**Task requirements:** Your task is to copy each line of the records that includes the string "Avenue".

**Available data:**
========
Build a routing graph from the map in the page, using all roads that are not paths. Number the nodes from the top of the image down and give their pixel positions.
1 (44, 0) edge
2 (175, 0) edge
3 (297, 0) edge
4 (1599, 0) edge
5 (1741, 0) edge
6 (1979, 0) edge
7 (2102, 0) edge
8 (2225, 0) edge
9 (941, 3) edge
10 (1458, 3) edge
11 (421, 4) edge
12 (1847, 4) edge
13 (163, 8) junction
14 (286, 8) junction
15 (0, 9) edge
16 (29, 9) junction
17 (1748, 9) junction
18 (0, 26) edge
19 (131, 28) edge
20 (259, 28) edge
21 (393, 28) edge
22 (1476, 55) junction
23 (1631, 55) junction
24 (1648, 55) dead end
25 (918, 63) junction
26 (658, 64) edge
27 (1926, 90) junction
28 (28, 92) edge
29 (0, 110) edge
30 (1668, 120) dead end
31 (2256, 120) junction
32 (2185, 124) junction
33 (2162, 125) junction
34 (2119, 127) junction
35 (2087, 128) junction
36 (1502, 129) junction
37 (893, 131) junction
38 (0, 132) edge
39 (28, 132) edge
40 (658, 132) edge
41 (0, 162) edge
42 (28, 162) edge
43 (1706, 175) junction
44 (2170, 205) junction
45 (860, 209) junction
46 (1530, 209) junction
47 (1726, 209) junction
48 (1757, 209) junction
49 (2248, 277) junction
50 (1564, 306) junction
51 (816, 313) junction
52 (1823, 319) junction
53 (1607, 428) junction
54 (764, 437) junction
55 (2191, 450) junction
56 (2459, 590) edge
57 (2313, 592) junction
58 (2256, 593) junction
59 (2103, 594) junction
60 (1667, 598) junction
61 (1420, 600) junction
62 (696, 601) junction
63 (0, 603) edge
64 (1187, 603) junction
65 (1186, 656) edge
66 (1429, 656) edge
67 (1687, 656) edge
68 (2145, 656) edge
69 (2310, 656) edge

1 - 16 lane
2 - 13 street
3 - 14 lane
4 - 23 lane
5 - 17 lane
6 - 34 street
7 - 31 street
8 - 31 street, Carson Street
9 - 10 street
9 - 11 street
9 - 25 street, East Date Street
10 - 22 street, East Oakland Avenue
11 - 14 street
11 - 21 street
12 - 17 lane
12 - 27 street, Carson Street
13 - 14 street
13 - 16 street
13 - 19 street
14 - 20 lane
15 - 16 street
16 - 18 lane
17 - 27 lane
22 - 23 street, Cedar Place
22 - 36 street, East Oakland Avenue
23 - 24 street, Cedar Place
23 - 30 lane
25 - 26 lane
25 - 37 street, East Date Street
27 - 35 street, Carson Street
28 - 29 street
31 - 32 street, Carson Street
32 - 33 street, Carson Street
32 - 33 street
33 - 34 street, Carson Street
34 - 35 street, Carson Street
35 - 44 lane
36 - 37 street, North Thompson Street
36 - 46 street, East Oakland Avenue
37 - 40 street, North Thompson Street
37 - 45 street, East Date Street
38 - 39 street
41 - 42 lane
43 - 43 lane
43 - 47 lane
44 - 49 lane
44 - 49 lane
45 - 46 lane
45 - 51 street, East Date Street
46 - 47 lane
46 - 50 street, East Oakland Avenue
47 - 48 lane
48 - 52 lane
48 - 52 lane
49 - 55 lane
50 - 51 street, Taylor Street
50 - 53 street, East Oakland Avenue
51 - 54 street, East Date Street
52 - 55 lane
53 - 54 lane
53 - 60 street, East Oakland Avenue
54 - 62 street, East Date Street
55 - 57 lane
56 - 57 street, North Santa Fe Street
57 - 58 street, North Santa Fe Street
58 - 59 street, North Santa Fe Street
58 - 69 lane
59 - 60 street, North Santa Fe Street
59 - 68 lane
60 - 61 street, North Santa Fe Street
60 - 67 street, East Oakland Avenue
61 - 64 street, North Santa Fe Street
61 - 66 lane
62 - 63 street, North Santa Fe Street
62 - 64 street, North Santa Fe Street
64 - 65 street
========
**Solution:**
10 - 22 street, East Oakland Avenue
22 - 36 street, East Oakland Avenue
36 - 46 street, East Oakland Avenue
46 - 50 street, East Oakland Avenue
50 - 53 street, East Oakland Avenue
53 - 60 street, East Oakland Avenue
60 - 67 street, East Oakland Avenue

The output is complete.